Die nächsten Referenden

Die nächsten Referenden, die den inneren Zusammenhalt eines EU-Staates beschädigen dürften, finden bereits in weniger als drei Wochen in Norditalien statt. Am 22. Oktober werden die Bürger der Lombardei und Venetiens entscheiden, ob die beiden Regionen größere Autonomierechte erhalten sollen. Mit Blick auf die Eskalation in Katalonien beschwören italienische Medien derzeit die Unterschiede zwischen den Referenden: Während es in Katalonien unter Bruch der spanischen Verfassung um die Abspaltung der Region ging, werden in der Lombardei und in Venetien nur Autonomieverhandlungen mit der Zentralregierung angestrebt - strikt im Rahmen der italienischen Verfassung. Allerdings ist die Dynamik der Entwicklung mit derjenigen in Katalonien, wo vor gut einem Jahrzehnt ebenfalls noch nicht die Abspaltung, sondern lediglich eine größere Autonomie mehrheitsfähig war, durchaus vergleichbar.

Die reichsten Regionen

Sowohl die Lombardei wie auch Venetien zeichnen sich durch einen weit überdurchschnittlichen Reichtum aus, der - wie im Falle Kataloniens - mit Umverteilungsleistungen zugunsten ärmerer Gebiete meist im Süden des Landes verbunden ist; das wiederum schürt Wohlstandschauvinismus und führt zu Bestrebungen, den Abfluss der Gelder zu stoppen. Die Lombardei verfügt nach eigenen Angaben über das höchste Bruttoinlandsprodukt pro Kopf in Italien; in der Rangliste der EU-Staaten schöbe sie sich mit 36.600 Euro pro Einwohner im Jahr auf Platz fünf - noch vor Deutschland (35.800 Euro) und weit vor dem Durchschnitt Italiens (27.800 Euro). Die Lombardei exportierte im Jahr 2015 Waren im Wert von 111,23 Milliarden Euro; das waren 27,2 Prozent der italienischen Gesamtausfuhr (408,66 Milliarden Euro), mehr als jede andere italienische Region erreichte. Auf Platz zwei lag mit Exporten im Wert von 57,52 Milliarden Euro Venetien, das das drittgrößte Bruttoinlandsprodukt Italiens erzielt - nach der Lombardei und der Hauptstadtregion Latium. Aus der Lombardei fließen, wie es in einer von ihrer Regionalregierung verbreiteten Broschüre heißt, jährlich 54 Milliarden Euro netto an den Zentralstaat ab, ein Vielfaches des Vergleichswerts in Katalonien, den die Publikation auf rund acht Milliarden Euro beziffert. Aus Venetien werden demnach ebenfalls hohe Nettosummen an Rom gezahlt - um die 15,5 Milliarden Euro pro Jahr.[1]

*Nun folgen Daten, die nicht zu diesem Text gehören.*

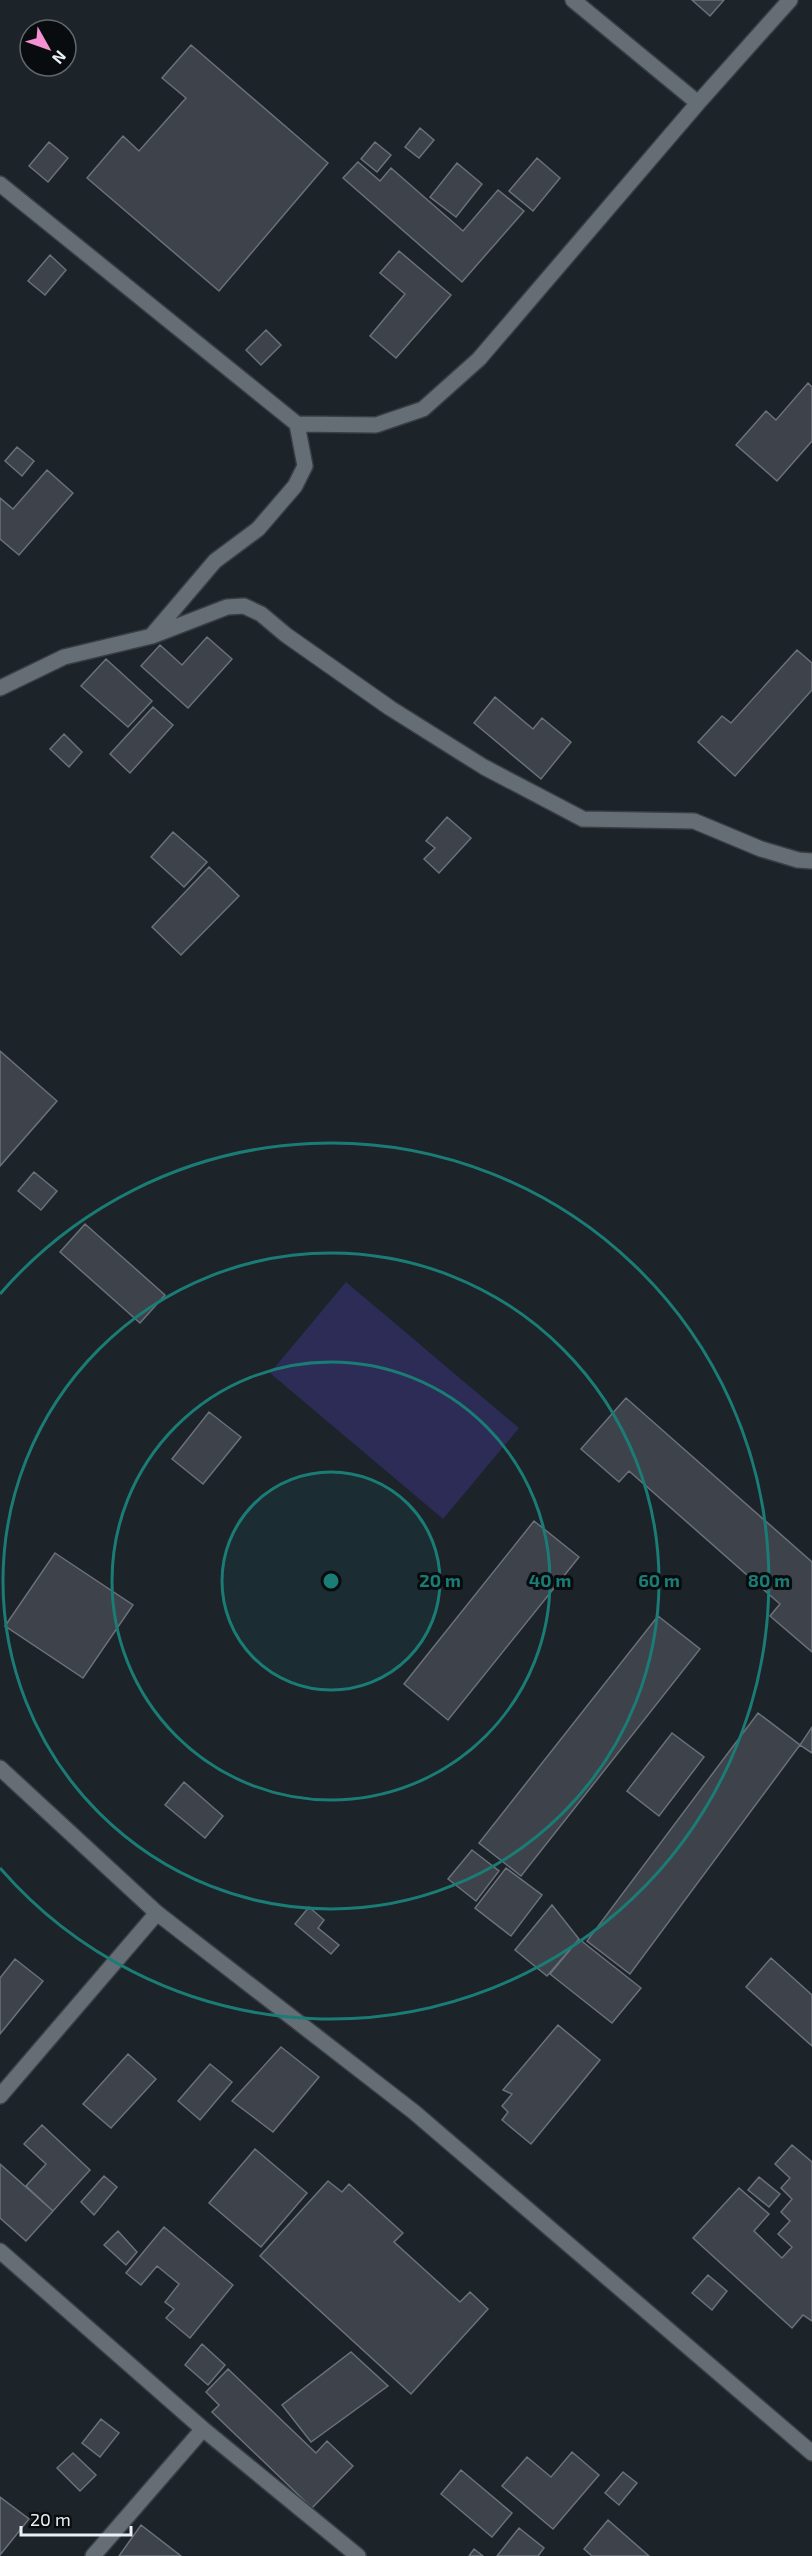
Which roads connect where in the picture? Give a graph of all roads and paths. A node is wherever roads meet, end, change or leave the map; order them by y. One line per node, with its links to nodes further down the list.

Von der Autonomie zur Abspaltung

Das Bestreben, die Mittelabflüsse zu verringern, begünstigt schon seit Jahrzehnten politische Kräfte, die zwischen dem Verlangen nach größerer Autonomie und der Forderung, sich von Italien abzuspalten, changieren. Bereits 1984 entstand mit der Lega Lombarda die Keimzelle der späteren Lega Nord, die lange für die Abspaltung Norditaliens plädierte, aktuell allerdings eher auf stärkere Autonomie setzt. Die Übergänge sind fließend. Parteichef Matteo Salvini zieht gegenwärtig die Ausdehnung der Lega Nord auf die Mitte und den Süden des Landes in Betracht und würde dazu wohl Zugeständnisse in puncto Autonomie machen; doch auch in dieser Frage ist der Machtkampf in der Partei nicht entschieden. Die Lega Nord stellt aktuell die Regierungschefs in der Lombardei sowie in Venetien. In Venetien sind dabei Abspaltungstendenzen deutlich erkennbar. Dort wurde 2014 ein informelles, nicht repräsentatives und weithin kritisiertes Online-Referendum abgehalten, dessen Resultate zwar nicht zuverlässig waren, in der Tendenz allerdings von Umfragen bestätigt wurden. Demnach gäbe es in der Bevölkerung Venetiens eine knappe Mehrheit für die Abspaltung der Region von Italien. Von der Entwicklung in Katalonien wird der Separatismus nun auch hier befeuert.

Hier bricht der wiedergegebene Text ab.